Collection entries

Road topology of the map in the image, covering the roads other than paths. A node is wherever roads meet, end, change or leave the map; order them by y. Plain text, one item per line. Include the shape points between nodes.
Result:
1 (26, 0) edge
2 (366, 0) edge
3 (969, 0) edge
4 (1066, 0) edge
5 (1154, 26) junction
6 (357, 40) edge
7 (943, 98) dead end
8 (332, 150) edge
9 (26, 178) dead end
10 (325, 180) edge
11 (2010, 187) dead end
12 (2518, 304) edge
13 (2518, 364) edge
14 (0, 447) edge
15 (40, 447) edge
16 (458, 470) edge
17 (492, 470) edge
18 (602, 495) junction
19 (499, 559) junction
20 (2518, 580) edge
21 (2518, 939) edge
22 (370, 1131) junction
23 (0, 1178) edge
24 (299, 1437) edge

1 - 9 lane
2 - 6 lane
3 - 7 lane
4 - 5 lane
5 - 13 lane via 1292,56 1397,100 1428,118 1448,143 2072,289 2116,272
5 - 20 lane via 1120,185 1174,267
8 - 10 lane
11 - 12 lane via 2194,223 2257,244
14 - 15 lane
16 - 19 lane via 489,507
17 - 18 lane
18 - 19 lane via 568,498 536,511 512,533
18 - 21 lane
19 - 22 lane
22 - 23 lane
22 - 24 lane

* * *

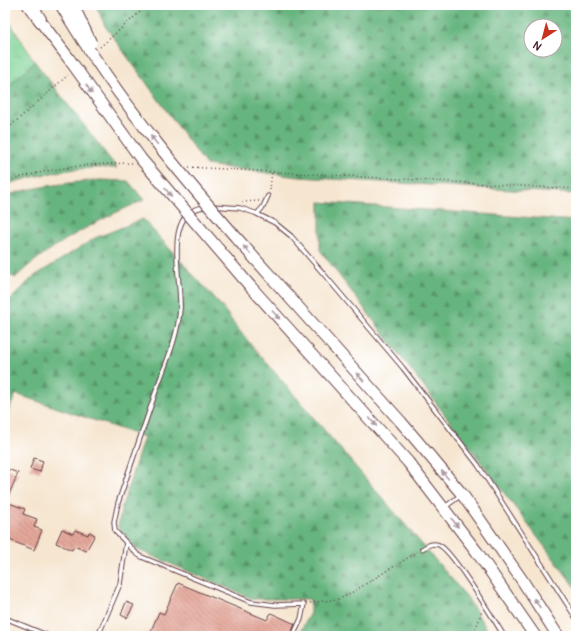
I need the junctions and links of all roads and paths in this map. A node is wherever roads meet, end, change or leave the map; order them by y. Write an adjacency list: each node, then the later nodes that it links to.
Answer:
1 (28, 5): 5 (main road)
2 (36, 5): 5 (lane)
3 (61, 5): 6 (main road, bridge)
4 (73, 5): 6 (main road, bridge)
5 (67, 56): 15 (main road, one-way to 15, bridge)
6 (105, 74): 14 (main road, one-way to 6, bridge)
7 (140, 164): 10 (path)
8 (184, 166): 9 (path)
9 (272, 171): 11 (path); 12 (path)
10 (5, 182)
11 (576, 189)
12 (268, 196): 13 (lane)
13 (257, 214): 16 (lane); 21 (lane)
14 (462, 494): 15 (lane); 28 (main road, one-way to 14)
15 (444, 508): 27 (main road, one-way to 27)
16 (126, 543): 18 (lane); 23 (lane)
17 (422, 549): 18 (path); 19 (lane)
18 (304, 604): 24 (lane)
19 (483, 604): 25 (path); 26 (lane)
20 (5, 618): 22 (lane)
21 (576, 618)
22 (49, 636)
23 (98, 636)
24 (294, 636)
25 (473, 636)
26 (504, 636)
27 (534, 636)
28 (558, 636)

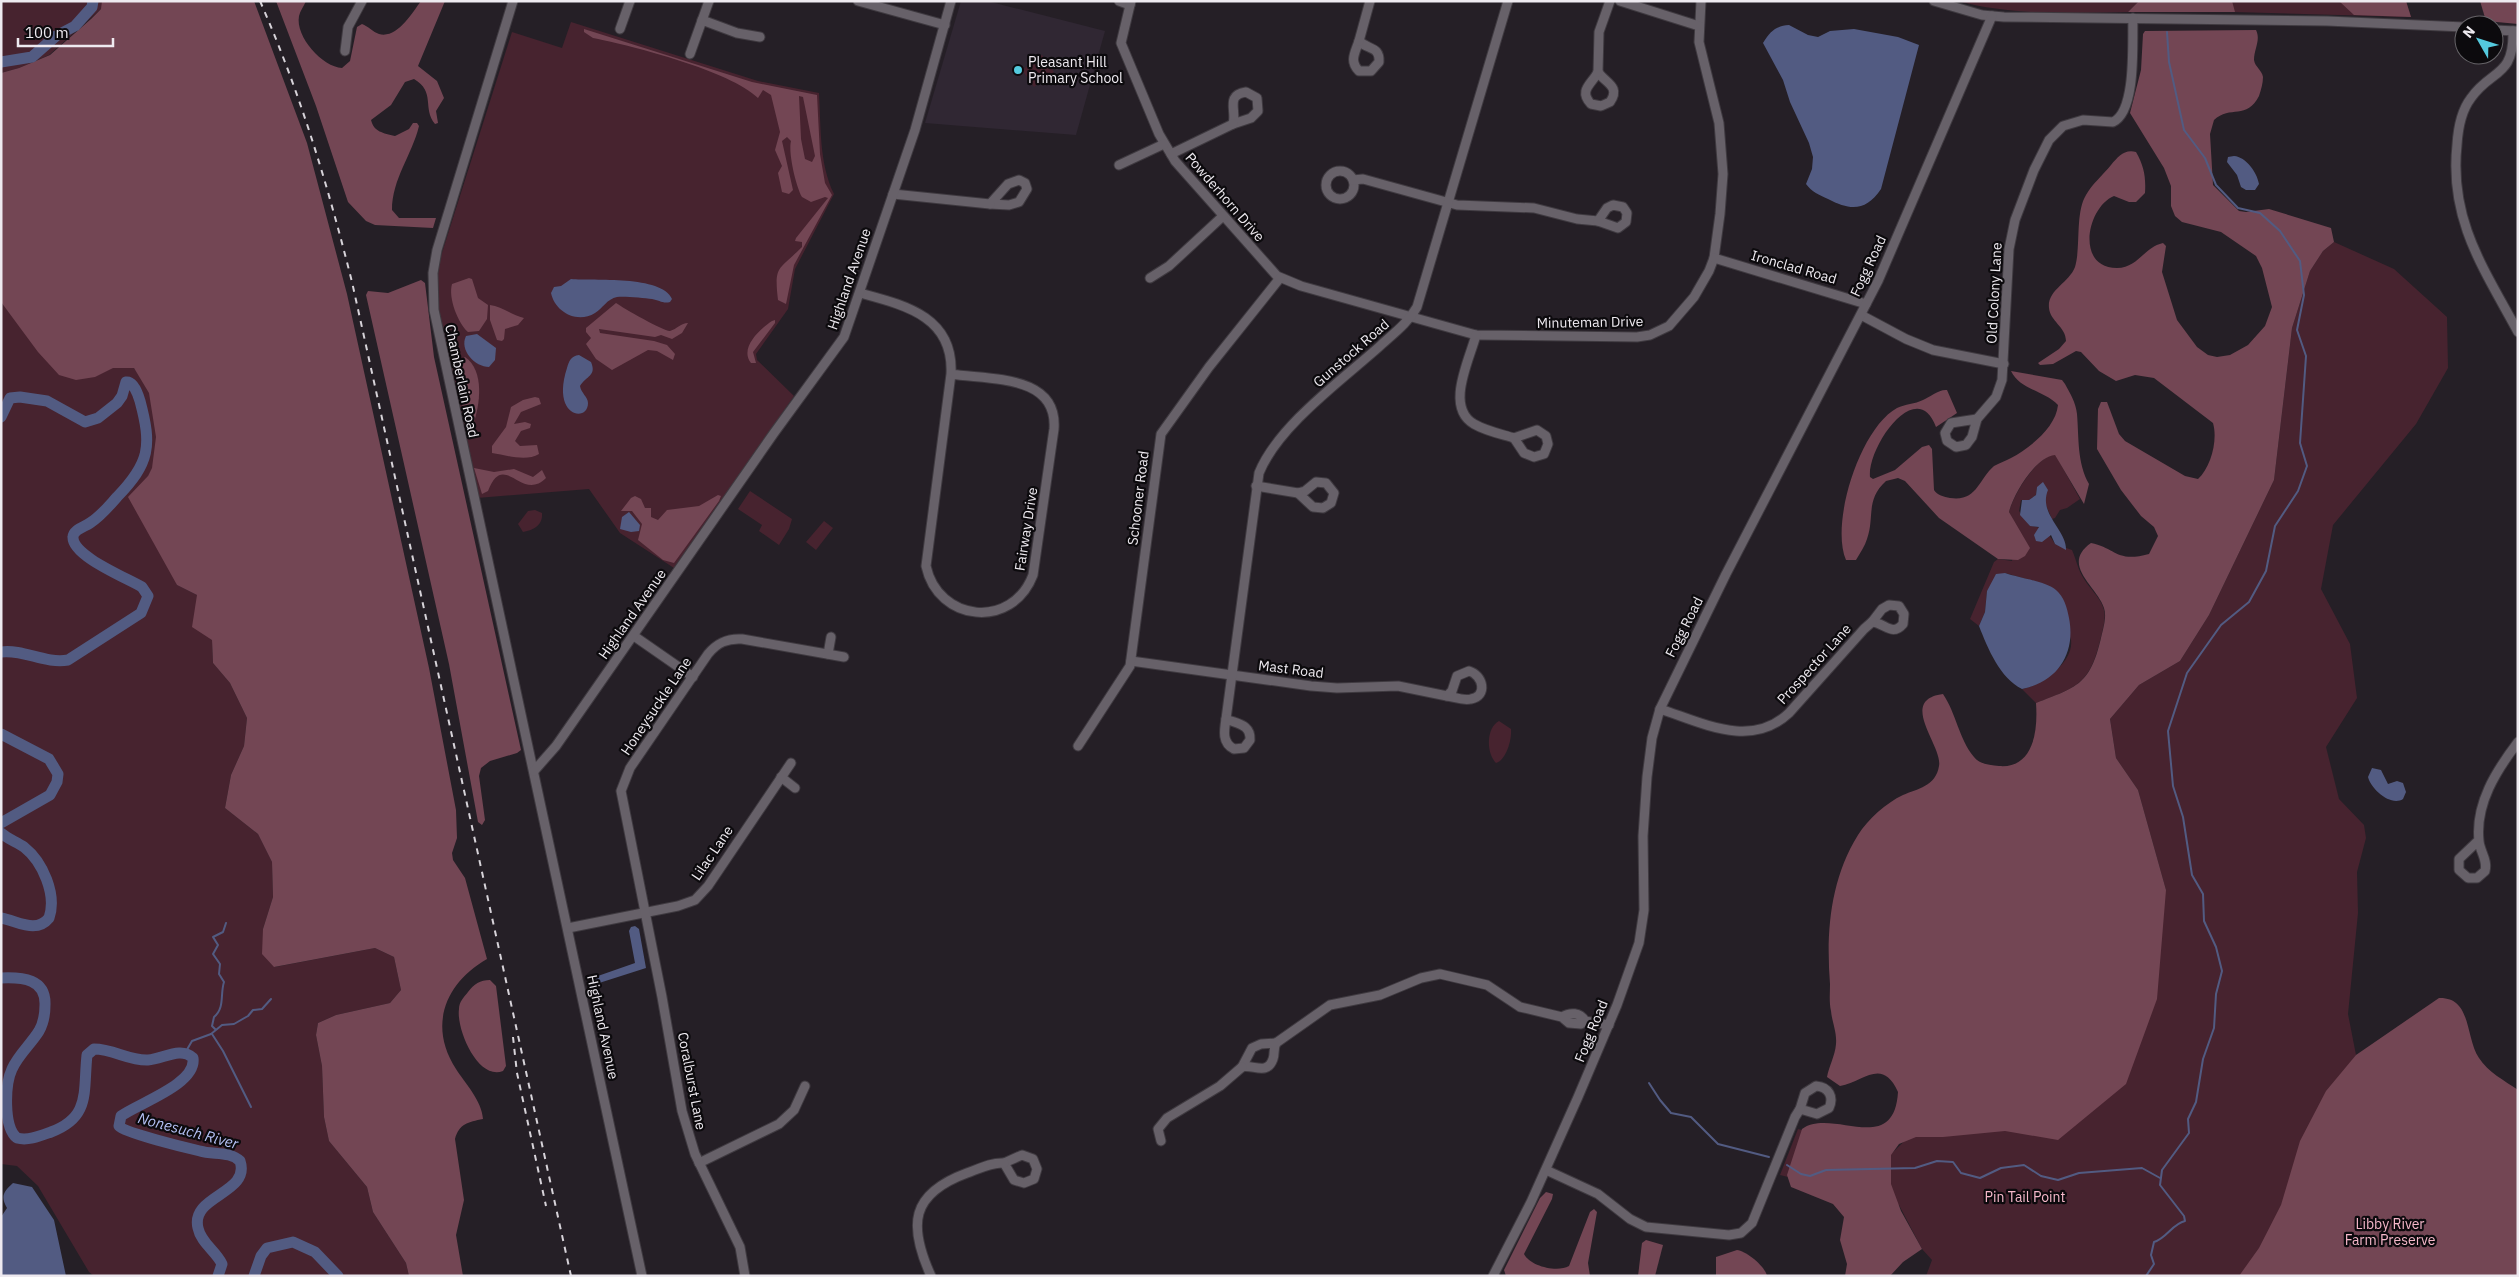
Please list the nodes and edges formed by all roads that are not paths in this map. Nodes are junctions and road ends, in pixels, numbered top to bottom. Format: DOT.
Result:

(The problem) Check the lines above and copy each one that includes "them".

(Response to this exercise)
Road topology of the map in the image, covering the roads other than paths. A node is wherever roads meet, end, change or leave the map; order them by y. Plain text, one item per line. Include the shape points between nodes.
I need the junctions and links of all roads and paths in this map. A node is wherever roads meet, end, change or leave the map; order them by y. Write an adjacency list: each node, then the later nodes that it links to.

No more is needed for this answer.